Toutes les start-up de fusion ayant levé plus de 100 millions de dollars : où le capital privé a porté la fusion nucléaire

La fusion nucléaire a longtemps été décrite comme « à trente ans », et ce depuis plus d'un demi-siècle. Mais ces cinq dernières années, l'afflux de capitaux privés a commencé à changer la donne. La liste exhaustive de TechCrunch rassemble les 14 start-up de fusion ayant franchi le seuil des 100 millions de dollars de financement. Le capital privé total atteint désormais environ 9 milliards de dollars, contre près d'un milliard il y a cinq ans.
En tête, Commonwealth Fusion Systems (CFS), spin-off du MIT créée en 2018, a levé près de 2 milliards de dollars. Son réacteur SPARC mise sur des aimants supraconducteurs à haute température pour réduire la taille du tokamak. Parmi ses investisseurs : Breakthrough Energy Ventures (Bill Gates), Google et Tiger Global.
Deuxième position pour Helion Energy, avec 1,4 milliard levés. Son approche s'écarte du tokamak classique : un système hybride pulsé inertiel-magnétique. La société a signé avec Microsoft un contrat de fourniture de 50 MW pour 2028, première vente commerciale d'énergie de fusion à ce jour. Son directeur général, David Kirtley, vise une mise en production en 2028.
TAE Technologies (1,2 milliard) suit en troisième position. Son approche bore-proton vise à minimiser la production de neutrons et la charge de déchets radioactifs. Parmi ses investisseurs : Google, Vulcan et NEA.
Sur le volet du confinement inertiel par laser, trois acteurs émergent. Focused Energy a levé 800 millions, First Light Fusion 500 millions et Marvel Fusion 400 millions. Tous trois ont attiré les financeurs privés après le succès historique de l'« ignition » du NIF en 2022. Focused Energy est issue d'une équipe de l'université Texas A&M basée en Allemagne.
Côté confinement magnétique, des approches de plus petite taille — Tokamak Energy (600 millions, Royaume-Uni), General Fusion (500 millions, Canada), Renaissance Fusion (300 millions, France) et Marvel Fusion — se disputent le terrain. Tokamak Energy revendique une compression plasma plus efficace avec son tokamak sphérique compact.
Proxima Fusion (Allemagne, 280 millions) se distingue par son approche de type stellarator. Les stellarators ont une géométrie magnétique plus complexe que les tokamaks mais permettent un confinement continu du plasma. Proxima est issue du Max Planck Institute et capitalise sur l'expérience du stellarator Wendelstein 7-X.

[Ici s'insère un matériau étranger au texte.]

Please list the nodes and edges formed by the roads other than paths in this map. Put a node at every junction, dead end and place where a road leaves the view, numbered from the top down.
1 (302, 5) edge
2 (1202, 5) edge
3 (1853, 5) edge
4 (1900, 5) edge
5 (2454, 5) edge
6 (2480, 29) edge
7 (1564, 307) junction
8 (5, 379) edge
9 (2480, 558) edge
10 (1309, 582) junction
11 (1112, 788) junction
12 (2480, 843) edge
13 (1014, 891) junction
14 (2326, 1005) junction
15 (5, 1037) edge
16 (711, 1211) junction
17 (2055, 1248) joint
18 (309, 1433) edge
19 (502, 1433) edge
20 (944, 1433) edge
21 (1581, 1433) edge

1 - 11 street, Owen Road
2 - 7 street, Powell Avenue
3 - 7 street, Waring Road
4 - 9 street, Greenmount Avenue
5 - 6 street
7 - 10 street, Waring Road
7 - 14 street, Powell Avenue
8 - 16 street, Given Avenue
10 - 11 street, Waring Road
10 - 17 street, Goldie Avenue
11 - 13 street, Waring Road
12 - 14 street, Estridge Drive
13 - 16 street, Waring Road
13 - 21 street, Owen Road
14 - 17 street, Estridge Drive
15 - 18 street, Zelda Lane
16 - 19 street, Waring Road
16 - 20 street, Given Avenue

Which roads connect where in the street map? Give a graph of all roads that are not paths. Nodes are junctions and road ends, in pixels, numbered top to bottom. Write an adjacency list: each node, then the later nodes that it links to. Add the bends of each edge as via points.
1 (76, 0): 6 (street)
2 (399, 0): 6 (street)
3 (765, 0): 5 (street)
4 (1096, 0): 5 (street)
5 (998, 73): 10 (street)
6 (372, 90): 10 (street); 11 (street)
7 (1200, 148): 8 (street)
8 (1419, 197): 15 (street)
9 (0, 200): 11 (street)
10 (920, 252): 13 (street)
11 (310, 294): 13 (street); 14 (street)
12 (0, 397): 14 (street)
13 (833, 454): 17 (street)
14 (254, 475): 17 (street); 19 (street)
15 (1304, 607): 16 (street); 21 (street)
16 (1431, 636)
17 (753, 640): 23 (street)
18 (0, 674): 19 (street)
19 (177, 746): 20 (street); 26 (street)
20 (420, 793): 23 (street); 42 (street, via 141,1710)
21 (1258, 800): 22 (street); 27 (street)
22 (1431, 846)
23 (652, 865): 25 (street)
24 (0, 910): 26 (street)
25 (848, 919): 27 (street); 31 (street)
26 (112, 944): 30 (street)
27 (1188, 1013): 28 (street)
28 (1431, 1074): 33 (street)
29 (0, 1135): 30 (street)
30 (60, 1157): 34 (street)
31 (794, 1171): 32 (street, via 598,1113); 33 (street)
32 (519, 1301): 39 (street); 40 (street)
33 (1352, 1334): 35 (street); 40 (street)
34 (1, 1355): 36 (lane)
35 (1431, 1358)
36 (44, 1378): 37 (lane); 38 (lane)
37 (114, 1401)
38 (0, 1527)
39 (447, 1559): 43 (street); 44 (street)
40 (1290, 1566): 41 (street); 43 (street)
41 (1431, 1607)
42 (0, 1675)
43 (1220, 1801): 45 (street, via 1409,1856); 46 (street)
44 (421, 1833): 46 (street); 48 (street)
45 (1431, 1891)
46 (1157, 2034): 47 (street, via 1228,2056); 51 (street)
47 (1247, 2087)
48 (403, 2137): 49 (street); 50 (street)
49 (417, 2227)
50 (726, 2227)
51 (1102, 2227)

Du côté des designs plus expérimentaux, Avalanche Energy (200 millions) développe un concept de petit réacteur modulaire ; un réacteur de la taille d'un réfrigérateur permettrait, si la cible est atteinte, un modèle de production distribuée. Xcimer Energy (150 millions) parie sur une conception à laser excimère.
Les trois derniers noms — Type One Energy, Realta Fusion et Pacific Fusion — se situent autour de 100 à 150 millions, à un stade plus précoce. Type One Energy est un autre projet de stellarator, Realta Fusion explore le confinement à miroir, Pacific Fusion suit la voie inertielle.
Vue d'ensemble : 14 entreprises, 9 milliards de dollars, au moins six architectures de réacteur distinctes. Le secteur s'est nettement diversifié par rapport à il y a cinq ans. L'analyse de TechCrunch retient qu'aucune conception n'a encore prouvé qu'elle produira une énergie nette positive à l'échelle commerciale — mais la confiance du capital privé laisse penser qu'au moins quelques designs atteindront le stade du réacteur pilote dans les années 2030.
La question critique n'est pas le capital mais la physique : énergie nette positive (Q>1), plasma soutenu sur la durée, cycle économique du tritium, chaîne d'approvisionnement à coût raisonnable pour les aimants et matériaux. La feuille de route mise à jour en 2025 par le département américain de l'Énergie estime qu'un réacteur de fusion commercial avant 2035 reste irréaliste. Si l'objectif d'Helion en 2028 se concrétise, il pourrait pourtant accélérer ce calendrier.